---- Records supplied
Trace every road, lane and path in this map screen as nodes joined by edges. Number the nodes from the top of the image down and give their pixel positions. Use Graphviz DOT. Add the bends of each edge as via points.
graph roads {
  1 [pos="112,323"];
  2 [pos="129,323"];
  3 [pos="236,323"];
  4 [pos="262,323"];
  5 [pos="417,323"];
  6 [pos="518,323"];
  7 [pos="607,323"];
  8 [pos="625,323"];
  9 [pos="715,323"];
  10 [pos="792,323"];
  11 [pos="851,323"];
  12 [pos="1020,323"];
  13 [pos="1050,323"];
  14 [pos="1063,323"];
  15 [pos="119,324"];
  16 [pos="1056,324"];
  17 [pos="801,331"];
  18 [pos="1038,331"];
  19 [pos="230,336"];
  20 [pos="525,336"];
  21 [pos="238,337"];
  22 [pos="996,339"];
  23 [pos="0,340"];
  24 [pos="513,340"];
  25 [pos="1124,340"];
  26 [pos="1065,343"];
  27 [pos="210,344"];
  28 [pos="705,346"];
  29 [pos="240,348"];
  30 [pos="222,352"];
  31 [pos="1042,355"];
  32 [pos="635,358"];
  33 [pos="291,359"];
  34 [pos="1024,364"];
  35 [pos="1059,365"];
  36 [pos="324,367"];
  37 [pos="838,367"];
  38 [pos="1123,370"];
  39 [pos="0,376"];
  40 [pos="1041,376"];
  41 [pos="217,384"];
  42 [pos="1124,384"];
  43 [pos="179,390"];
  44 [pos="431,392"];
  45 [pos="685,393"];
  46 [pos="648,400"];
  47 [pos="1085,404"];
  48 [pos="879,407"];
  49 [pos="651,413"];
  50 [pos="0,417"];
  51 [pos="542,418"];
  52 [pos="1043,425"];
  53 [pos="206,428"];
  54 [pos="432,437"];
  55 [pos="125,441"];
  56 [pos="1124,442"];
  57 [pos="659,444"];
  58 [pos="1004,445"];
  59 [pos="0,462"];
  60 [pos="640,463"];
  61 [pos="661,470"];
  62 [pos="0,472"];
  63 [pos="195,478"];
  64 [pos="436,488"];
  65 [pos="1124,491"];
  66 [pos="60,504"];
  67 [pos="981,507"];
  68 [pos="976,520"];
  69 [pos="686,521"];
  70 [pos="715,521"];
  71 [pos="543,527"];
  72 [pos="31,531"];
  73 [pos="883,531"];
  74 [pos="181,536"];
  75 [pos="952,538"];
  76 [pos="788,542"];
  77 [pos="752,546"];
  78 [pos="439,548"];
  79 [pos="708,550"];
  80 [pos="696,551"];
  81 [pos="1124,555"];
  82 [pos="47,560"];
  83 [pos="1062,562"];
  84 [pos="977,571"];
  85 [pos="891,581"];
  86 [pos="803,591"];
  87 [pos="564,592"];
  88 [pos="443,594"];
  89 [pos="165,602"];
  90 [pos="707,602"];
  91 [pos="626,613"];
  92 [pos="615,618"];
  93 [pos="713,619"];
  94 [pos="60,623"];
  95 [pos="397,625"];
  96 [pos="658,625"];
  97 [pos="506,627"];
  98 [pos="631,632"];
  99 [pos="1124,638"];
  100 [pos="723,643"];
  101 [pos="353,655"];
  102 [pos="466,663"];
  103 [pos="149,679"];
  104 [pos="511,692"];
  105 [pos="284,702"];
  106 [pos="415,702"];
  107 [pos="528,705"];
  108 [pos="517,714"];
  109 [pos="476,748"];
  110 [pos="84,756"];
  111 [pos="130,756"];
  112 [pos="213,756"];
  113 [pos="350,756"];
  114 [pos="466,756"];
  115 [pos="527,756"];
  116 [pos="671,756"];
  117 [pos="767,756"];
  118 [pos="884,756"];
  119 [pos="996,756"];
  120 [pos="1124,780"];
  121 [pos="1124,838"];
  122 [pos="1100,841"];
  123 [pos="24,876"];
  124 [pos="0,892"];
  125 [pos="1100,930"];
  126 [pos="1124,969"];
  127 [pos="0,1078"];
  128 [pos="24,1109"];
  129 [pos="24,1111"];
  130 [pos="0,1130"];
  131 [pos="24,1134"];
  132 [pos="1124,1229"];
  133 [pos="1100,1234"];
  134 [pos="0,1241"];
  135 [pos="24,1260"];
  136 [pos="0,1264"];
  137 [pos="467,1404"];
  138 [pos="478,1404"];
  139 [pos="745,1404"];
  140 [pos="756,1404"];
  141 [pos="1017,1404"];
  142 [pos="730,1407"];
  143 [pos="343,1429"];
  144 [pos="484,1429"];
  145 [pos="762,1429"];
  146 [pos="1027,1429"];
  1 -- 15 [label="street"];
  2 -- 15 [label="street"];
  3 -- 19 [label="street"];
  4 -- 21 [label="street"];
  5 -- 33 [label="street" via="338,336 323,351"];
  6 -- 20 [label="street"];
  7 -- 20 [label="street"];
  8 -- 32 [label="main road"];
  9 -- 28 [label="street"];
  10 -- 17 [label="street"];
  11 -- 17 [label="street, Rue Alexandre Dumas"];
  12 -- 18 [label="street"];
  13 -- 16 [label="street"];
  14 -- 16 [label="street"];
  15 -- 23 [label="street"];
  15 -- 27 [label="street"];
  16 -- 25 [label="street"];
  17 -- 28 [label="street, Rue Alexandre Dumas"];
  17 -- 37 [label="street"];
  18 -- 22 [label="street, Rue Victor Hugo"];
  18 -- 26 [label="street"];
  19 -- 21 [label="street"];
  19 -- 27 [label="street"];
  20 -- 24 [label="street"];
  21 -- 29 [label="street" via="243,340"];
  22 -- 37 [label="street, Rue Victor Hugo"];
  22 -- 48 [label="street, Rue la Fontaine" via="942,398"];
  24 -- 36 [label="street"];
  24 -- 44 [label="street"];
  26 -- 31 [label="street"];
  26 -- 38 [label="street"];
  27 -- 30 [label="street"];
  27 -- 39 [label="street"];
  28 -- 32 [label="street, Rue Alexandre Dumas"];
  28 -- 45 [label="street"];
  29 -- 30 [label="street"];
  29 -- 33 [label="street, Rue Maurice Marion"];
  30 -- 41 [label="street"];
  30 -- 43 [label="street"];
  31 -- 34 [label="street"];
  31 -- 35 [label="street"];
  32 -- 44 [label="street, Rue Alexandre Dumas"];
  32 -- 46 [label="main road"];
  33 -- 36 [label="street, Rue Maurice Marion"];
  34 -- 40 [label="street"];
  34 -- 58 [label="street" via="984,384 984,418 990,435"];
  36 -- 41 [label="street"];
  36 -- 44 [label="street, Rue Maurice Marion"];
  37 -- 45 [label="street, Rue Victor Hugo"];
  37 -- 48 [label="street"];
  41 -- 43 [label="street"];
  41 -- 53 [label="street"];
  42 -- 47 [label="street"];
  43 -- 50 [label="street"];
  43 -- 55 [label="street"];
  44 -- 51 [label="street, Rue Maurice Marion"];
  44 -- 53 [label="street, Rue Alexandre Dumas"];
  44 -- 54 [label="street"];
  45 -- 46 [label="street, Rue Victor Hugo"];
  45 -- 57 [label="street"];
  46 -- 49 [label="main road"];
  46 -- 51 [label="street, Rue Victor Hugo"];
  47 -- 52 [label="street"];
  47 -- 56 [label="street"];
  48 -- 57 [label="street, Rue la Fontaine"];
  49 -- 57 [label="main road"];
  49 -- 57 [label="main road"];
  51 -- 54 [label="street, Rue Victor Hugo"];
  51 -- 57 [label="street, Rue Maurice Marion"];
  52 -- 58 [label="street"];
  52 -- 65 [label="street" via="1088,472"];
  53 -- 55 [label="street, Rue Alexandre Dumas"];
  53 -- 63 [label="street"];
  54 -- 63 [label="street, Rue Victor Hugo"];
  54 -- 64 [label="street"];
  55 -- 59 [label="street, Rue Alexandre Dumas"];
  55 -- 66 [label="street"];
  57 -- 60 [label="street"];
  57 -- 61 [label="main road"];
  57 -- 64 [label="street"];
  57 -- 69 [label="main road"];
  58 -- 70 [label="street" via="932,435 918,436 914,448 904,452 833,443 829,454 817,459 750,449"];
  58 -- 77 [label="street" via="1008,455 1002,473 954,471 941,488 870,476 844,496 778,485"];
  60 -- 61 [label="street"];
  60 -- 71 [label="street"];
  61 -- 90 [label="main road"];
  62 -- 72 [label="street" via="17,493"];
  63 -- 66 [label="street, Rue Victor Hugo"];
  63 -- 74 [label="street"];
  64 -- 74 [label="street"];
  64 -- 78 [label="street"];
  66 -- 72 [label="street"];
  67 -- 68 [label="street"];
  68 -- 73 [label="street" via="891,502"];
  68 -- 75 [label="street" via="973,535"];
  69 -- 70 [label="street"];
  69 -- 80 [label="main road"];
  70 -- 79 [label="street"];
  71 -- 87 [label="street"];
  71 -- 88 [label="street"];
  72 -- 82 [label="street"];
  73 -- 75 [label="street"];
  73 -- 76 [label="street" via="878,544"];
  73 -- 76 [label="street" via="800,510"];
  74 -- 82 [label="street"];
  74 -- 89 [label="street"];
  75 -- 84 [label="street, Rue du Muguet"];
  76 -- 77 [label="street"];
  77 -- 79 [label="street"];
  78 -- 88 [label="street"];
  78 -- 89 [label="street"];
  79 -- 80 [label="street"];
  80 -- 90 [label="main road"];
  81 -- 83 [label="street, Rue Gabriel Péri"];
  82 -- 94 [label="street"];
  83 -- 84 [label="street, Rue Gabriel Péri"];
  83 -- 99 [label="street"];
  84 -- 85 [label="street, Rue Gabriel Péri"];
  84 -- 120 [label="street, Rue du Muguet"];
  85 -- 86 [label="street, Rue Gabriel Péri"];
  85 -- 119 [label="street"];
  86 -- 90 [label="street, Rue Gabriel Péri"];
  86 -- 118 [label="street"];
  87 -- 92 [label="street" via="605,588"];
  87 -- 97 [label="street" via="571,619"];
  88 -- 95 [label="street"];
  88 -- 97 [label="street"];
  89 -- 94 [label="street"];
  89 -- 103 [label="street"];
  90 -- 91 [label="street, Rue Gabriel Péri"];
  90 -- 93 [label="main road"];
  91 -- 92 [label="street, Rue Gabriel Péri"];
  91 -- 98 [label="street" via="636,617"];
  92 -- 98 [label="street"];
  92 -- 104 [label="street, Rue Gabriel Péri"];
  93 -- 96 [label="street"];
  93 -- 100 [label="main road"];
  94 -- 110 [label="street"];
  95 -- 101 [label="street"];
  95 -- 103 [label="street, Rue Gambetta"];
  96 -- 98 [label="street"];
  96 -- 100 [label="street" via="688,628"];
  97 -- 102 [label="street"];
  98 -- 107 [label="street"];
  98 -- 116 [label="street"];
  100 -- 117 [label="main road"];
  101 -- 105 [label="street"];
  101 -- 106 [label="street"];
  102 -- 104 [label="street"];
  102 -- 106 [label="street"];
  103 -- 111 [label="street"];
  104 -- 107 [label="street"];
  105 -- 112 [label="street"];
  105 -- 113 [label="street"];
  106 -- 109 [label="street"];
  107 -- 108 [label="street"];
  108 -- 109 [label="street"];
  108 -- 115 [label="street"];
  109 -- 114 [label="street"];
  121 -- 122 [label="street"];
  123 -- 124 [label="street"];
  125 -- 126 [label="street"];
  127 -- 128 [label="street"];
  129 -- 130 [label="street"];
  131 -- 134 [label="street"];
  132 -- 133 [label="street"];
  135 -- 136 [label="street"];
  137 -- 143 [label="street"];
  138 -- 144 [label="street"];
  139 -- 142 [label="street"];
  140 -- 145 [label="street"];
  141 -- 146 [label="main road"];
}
--------
Your job is to copy out every line from the records above that has the word "Muguet".

  75 -- 84 [label="street, Rue du Muguet"];
  84 -- 120 [label="street, Rue du Muguet"];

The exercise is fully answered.